Couples might become distrusting of their partner and what they do and therefore question their commitment to the relationship. Unfortunately, this can often lead to further skepticism, distrust, and jealousy. These sorts of feelings may then lead to controlling and commanding behavior towards their significant other, that might ultimately prove fatal to the relationship as a whole.

These dueling feelings of happiness and jealousy that social media elicit, while they do vary from couple to couple, often they come down to the level of self-esteem that individuals have in their relationship.

In another study that examined the relationship between social media and romantic relationships, researchers studied the way in which self-esteem affects individuals’ feelings of jealousy and relationship happiness. They found that feelings of “jealousy [are] more pronounced for individuals with low self-esteem” and that in terms of relationship happiness, those with low self-esteem “gained more than individuals with high self-esteem”.

Therefore, the effects of both jealousy and happiness in teenage dating as a result of their partner’s social media behavior appear to be more frequent and more drastic in the case of those with low self-esteem. While those with high self-esteem still experience both in their relationships, the level of jealousy and happiness tend to be more moderate.

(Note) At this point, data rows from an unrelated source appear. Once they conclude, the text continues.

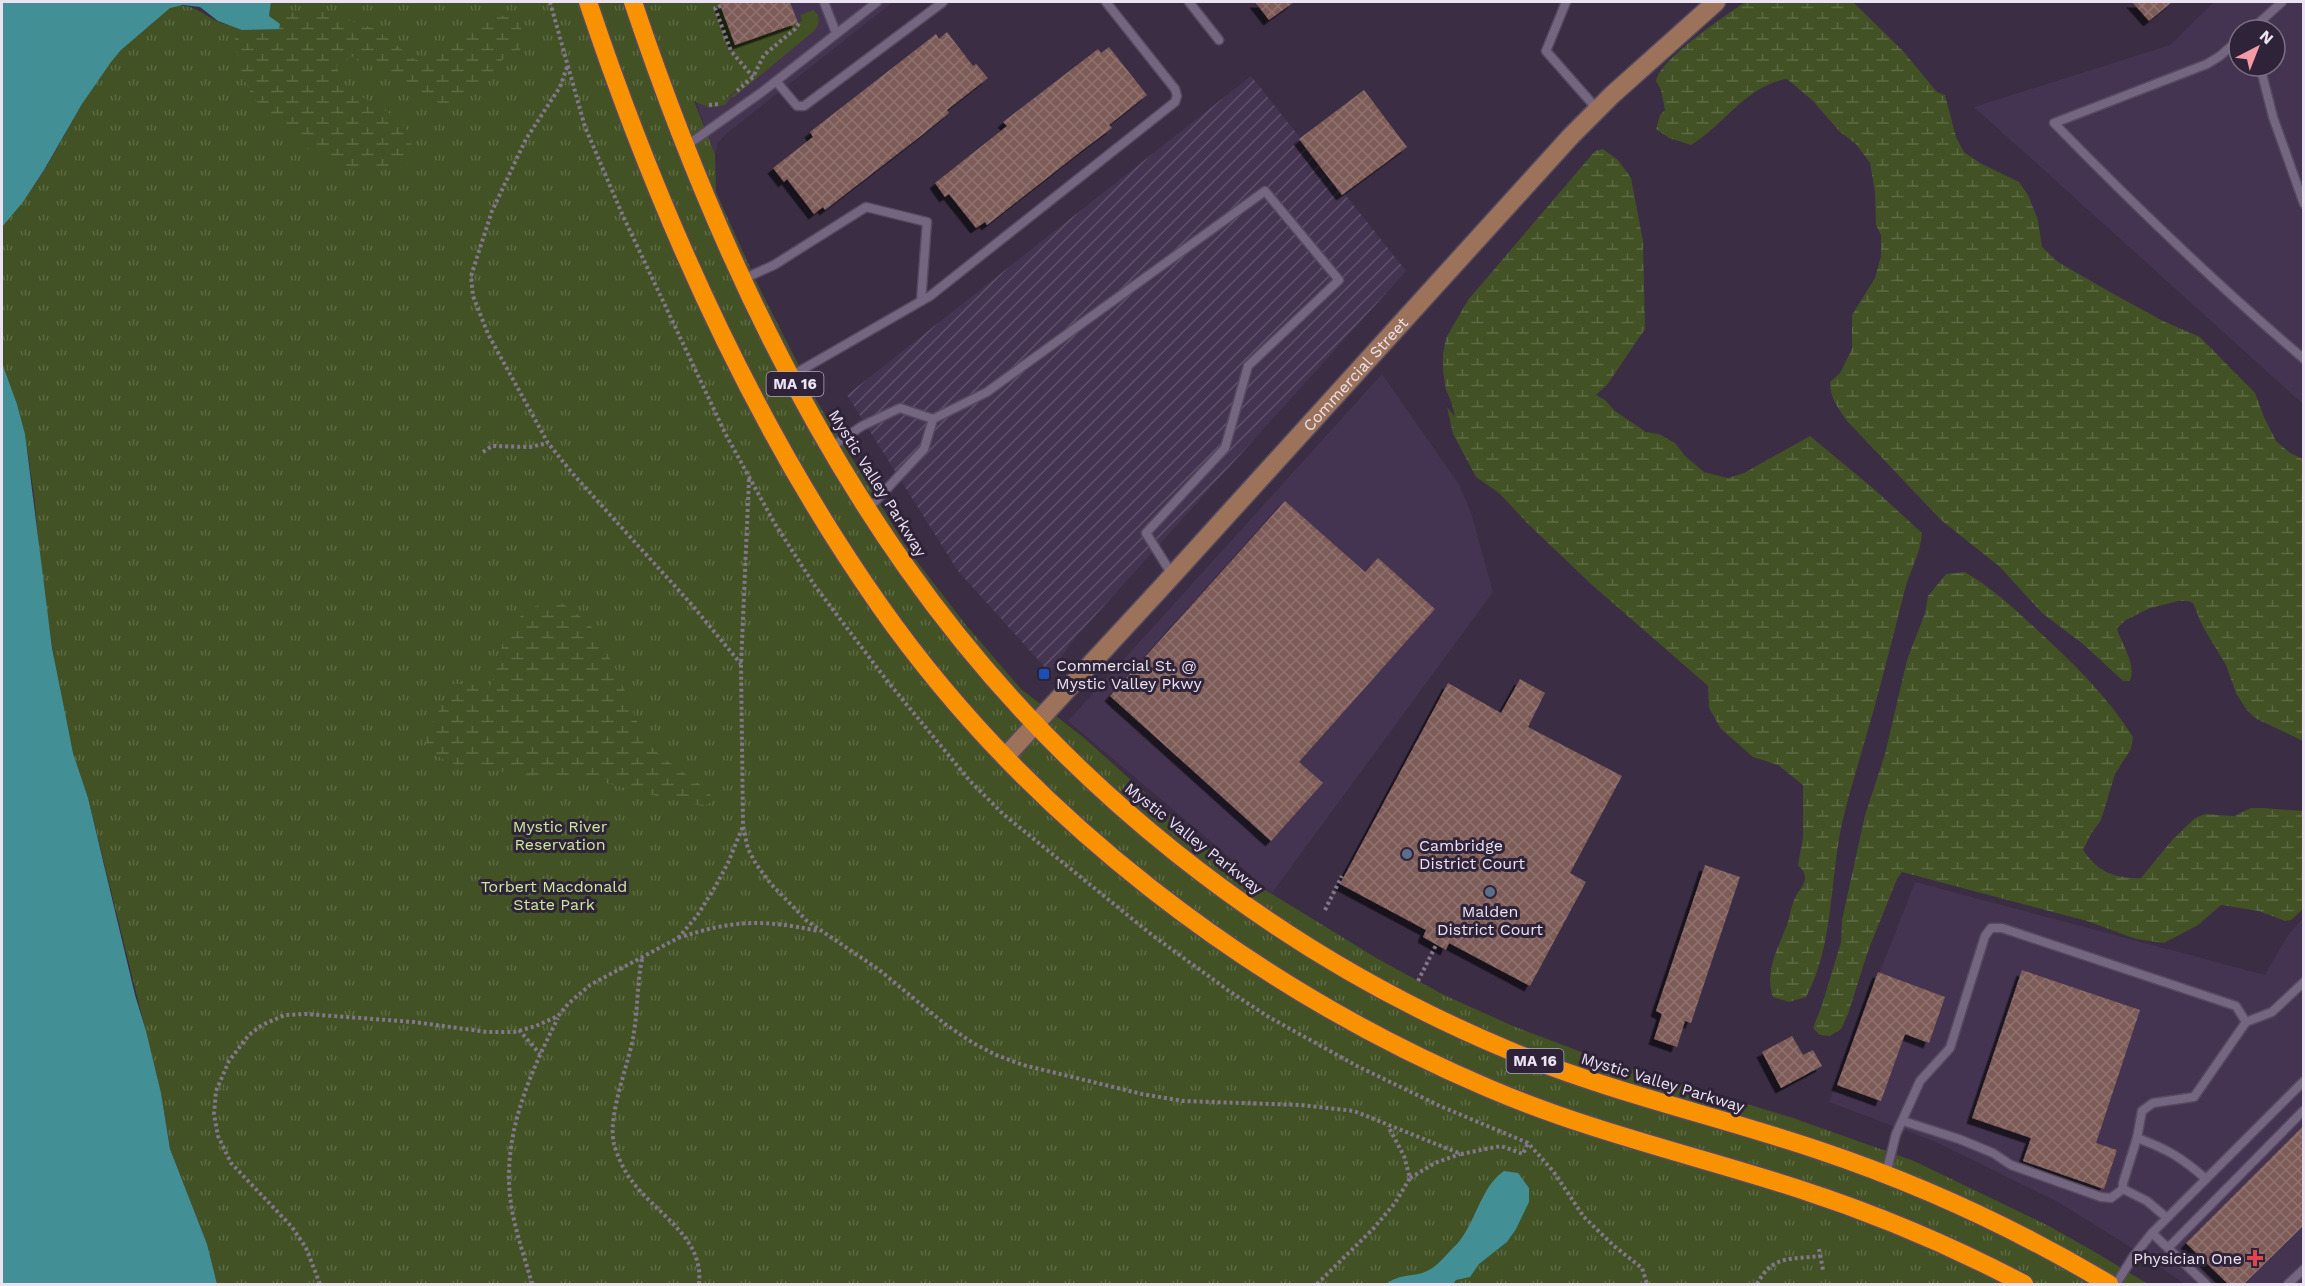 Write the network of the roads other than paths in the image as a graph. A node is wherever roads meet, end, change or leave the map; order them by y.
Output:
1 (588, 2) edge
2 (633, 2) edge
3 (824, 2) edge
4 (876, 2) edge
5 (943, 2) edge
6 (1106, 2) edge
7 (1189, 2) edge
8 (1566, 2) edge
9 (1716, 2) edge
10 (2282, 2) edge
11 (2264, 18) edge
12 (836, 33) junction
13 (1219, 40) dead end
14 (2227, 50) edge
15 (2263, 78) edge
16 (776, 81) junction
17 (1598, 110) junction
18 (686, 146) junction
19 (2304, 204) edge
20 (743, 279) junction
21 (921, 301) junction
22 (2304, 359) edge
23 (791, 376) junction
24 (933, 419) junction
25 (831, 447) junction
26 (868, 509) junction
27 (1173, 576) junction
28 (1035, 724) junction
29 (1005, 757) junction
30 (2304, 982) edge
31 (2246, 1022) junction
32 (2304, 1081) edge
33 (2304, 1110) edge
34 (1903, 1121) junction
35 (2137, 1138) junction
36 (1886, 1174) junction
37 (2206, 1179) junction
38 (2123, 1189) junction
39 (2167, 1218) junction
40 (2152, 1233) junction
41 (2168, 1248) junction
42 (2304, 1269) edge
43 (2024, 1284) edge
44 (2109, 1284) edge
45 (2116, 1284) edge
46 (2206, 1284) edge
47 (2288, 1284) edge

1 - 29 highway, MA 16
2 - 18 highway, Mystic Valley Parkway / MA 16
3 - 12 lane
4 - 12 lane
5 - 16 lane
6 - 21 lane
7 - 13 lane
8 - 17 lane
9 - 17 street, Commercial Street
10 - 11 lane
12 - 16 lane
14 - 22 lane
15 - 19 lane
16 - 18 lane
17 - 27 street, Commercial Street
18 - 20 highway, Mystic Valley Parkway / MA 16
20 - 21 lane
20 - 23 highway, Mystic Valley Parkway / MA 16
21 - 23 lane
23 - 25 highway, Mystic Valley Parkway / MA 16
24 - 25 lane
24 - 26 lane
24 - 27 lane
25 - 26 highway, Mystic Valley Parkway / MA 16
26 - 28 highway, Mystic Valley Parkway / MA 16
27 - 28 street, Commercial Street
28 - 29 street, Commercial Street
28 - 36 highway, Mystic Valley Parkway / MA 16
29 - 43 highway, MA 16
30 - 31 lane
31 - 34 lane
31 - 35 lane
32 - 37 lane
33 - 41 lane
34 - 36 lane
34 - 38 lane
35 - 37 lane
35 - 38 lane
36 - 44 highway, Mystic Valley Parkway / MA 16
37 - 39 lane
38 - 39 lane
39 - 40 lane
40 - 41 lane
40 - 45 lane
41 - 46 lane
42 - 47 lane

Ultimately, these findings led me to come up with The Social Sensitivity Theory. This theory is the idea that teenage couples are easily susceptible to the behaviors of their significant other on social media, both positive and negative, and that the feelings of relationship happiness and jealousy, and emotions similar to them, are not constant. These feelings carry a lot of influence in the overall quality of one’s relationship, and because the presence of social media both exacerbates feelings of jealousy and promotes feelings of happiness very quickly, the condition of one’s relationship can quite easily fluctuate from good to bad.

All of these ideas and examples can seem somewhat obvious and unimportant, as many may think that social media and people’s online behavior are inauthentic and attention-seeking. However, my goal is to show that the interactions that occur on social media have real world implications on the people who use them, and that specifically in dating, the importance of social media behavior can sometimes carry equal weight to the importance of in-person behavior. Whether it be good or bad, the course of a relationship can be dramatically impacted by one’s presence online, and ultimately, I believe individuals need to finally recognize the authenticity and relevance that social media holds today.